Where can I learn more about what peptides to mix (or not to mix)?
I’ve come to realize learning how to reconstitute peptides is the dullest yet most necessary part of learning how to use these Golden Age agents.
It’s not fun … it’s outright boring and far less exciting than hyping up how a newly discovered peptide will be an industry-breaker.
No exceptions — everyone has to eventually stop talking, do the math, prepare their syringe, and inject themselves.
This article is a long-overdue summary of EVERYTHING you absolutely MUST know about peptide reconstitution (and what you don’t know, you don’t have to know)!
What is Peptide Reconstitution?
Peptide reconstitution can be defined as the act of adding water to a lyophilized (i.e. freeze-dried) peptide for the purpose of transforming it into an injectable solution that can be used by the human body for therapeutic purposes.
That was a mouthful, so let me take a step back and explain what “lyophilization” is:
“a process used for preserving biological material by removing the water from the sample, which involves first freezing the sample and then drying it, under a vacuum, at very low temperatures.
Lyophilized samples may be stored much longer than untreated samples.”

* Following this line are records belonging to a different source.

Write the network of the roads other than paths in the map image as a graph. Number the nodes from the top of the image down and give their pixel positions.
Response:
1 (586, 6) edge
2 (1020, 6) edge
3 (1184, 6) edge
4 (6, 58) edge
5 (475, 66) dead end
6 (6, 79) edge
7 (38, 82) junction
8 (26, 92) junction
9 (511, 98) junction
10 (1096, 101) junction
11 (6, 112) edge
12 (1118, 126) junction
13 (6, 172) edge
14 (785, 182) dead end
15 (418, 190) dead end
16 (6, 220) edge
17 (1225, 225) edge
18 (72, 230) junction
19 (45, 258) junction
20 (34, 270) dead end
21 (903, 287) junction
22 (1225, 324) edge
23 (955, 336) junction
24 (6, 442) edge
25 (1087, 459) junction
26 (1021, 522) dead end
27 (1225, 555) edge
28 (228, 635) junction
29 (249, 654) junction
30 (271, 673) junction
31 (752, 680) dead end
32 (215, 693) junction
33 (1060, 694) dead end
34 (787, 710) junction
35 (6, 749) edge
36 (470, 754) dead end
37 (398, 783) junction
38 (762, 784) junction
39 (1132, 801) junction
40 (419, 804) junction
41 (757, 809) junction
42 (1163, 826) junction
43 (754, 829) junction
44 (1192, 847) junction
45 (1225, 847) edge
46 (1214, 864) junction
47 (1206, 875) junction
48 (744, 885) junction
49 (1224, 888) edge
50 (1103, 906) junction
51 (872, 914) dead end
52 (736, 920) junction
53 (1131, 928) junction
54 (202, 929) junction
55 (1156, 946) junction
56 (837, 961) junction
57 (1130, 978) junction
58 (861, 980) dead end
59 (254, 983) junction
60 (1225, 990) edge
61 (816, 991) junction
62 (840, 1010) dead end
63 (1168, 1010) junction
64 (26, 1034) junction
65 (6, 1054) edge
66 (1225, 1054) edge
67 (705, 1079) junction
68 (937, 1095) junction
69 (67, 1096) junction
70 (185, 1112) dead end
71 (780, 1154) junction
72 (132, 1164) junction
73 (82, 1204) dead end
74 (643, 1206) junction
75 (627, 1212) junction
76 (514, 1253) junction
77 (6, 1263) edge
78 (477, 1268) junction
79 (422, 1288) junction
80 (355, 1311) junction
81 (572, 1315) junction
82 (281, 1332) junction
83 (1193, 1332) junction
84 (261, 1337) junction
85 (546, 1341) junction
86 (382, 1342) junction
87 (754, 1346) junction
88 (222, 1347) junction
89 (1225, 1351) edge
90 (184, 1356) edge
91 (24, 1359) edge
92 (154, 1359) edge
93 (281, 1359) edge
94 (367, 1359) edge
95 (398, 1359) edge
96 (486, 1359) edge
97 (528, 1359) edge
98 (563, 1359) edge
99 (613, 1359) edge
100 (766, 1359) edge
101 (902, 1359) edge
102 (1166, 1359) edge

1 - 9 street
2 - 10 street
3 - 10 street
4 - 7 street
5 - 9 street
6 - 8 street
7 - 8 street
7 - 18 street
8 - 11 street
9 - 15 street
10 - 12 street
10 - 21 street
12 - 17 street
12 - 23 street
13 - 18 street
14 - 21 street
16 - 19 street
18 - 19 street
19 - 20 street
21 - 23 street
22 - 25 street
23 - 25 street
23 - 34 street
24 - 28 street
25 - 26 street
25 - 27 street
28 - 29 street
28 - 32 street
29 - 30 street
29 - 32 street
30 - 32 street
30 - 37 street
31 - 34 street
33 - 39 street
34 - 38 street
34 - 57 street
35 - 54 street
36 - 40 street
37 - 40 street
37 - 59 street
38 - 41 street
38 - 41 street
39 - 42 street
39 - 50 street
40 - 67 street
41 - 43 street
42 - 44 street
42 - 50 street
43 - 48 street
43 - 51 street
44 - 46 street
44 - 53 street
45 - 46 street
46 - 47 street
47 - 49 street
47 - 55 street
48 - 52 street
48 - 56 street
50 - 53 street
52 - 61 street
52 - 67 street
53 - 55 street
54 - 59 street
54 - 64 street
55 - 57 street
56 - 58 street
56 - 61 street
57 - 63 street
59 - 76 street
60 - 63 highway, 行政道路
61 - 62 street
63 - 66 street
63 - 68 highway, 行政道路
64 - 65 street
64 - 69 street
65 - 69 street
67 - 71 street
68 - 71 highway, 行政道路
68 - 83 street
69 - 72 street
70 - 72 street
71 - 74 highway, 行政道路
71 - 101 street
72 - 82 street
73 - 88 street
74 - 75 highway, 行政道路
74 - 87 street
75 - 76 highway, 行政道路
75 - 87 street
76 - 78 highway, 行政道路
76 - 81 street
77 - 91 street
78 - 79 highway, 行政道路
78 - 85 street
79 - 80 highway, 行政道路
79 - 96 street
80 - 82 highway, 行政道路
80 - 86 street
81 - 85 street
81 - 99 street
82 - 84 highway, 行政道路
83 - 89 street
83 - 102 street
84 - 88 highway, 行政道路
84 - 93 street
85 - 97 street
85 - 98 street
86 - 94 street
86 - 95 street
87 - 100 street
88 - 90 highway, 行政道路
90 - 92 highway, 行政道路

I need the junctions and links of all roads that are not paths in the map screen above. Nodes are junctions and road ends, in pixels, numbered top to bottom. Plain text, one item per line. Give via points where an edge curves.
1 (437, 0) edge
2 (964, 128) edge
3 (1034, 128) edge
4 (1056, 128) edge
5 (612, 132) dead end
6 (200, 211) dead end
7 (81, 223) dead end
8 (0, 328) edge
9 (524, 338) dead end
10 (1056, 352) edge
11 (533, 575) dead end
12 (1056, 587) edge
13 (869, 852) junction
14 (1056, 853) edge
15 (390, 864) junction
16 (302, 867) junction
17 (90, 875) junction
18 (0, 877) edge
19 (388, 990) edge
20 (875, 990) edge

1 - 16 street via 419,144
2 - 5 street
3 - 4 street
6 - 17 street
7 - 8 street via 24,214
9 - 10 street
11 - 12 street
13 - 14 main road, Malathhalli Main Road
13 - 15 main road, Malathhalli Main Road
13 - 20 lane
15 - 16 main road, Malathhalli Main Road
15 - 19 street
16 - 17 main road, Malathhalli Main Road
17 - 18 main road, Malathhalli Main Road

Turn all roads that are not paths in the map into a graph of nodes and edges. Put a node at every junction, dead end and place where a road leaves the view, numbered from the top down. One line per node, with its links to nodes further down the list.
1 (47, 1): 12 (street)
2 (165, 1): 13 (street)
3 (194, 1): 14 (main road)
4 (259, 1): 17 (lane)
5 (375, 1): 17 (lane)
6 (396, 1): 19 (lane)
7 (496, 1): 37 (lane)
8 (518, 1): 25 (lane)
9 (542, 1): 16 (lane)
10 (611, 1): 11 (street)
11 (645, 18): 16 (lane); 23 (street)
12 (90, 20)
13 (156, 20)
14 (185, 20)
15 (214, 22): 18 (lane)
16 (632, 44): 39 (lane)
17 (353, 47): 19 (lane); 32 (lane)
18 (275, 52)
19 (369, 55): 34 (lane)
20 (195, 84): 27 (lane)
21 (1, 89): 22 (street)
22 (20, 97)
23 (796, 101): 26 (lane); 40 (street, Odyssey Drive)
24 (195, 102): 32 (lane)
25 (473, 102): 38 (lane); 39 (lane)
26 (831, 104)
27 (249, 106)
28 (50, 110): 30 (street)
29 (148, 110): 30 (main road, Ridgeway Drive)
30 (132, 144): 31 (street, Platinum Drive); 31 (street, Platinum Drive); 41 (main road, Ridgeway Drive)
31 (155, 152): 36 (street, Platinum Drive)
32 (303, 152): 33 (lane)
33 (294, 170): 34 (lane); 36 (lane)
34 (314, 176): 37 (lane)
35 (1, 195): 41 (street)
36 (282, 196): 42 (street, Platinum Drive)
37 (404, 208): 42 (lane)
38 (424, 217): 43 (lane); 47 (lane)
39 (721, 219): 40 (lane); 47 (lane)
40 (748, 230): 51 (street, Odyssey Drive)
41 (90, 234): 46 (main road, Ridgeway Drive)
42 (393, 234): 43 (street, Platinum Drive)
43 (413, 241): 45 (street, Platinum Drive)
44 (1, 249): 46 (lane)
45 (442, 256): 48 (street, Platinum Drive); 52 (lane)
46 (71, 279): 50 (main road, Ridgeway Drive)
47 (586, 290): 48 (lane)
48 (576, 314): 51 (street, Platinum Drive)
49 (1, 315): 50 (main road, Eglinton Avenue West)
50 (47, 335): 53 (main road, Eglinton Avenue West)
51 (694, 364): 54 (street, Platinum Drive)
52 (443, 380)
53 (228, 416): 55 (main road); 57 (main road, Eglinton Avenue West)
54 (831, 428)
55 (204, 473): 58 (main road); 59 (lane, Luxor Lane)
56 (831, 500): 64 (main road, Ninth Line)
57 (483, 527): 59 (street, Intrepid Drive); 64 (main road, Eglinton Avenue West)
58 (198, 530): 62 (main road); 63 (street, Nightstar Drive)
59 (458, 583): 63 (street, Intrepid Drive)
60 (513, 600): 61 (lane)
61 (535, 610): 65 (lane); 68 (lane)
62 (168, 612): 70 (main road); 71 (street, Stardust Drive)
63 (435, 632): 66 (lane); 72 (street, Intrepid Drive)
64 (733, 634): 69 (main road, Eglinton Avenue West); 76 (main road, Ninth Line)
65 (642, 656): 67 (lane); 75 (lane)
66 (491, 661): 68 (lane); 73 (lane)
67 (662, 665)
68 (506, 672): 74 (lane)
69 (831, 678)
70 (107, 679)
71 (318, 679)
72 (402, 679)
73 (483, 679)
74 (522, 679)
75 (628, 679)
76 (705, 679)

Without getting too deep into the niche science of peptide thermodynamics, peptides are inherently fragile compounds and freeze-drying them allows us to keep them stable at room temperature for a few weeks to a few months.
(NOTE: With the exception of compounds like GHK-Cu, the vast majority of peptides in their lyophilized form will look like a white powder)
However, you can’t really “do” anything with these peptides in their solid form because the amount needed for an effective dose would be naked to the human eye.
That, and their extremely poor bioavailability via oral delivery means we can’t exactly swallow these powders or put them under our tongues.
So what do we do to get around this?
First, we have to lyophilize the peptides in order to keep their purity and efficacy over a long period of time.
Second, we have to use a special form of water to “reconstitute” the peptide (i.e. dissolve the peptide back into a liquid).
The majority of peptides need to be refrigerated after reconstitution to preserve their usable life span and tend to be highly sensitive to both light and temperature exposure.
For ANY peptides user, it is extremely important to know how to withdraw bacteriostatic water while simultaneously injecting it into the peptide vial and avoiding any damage to the peptide itself.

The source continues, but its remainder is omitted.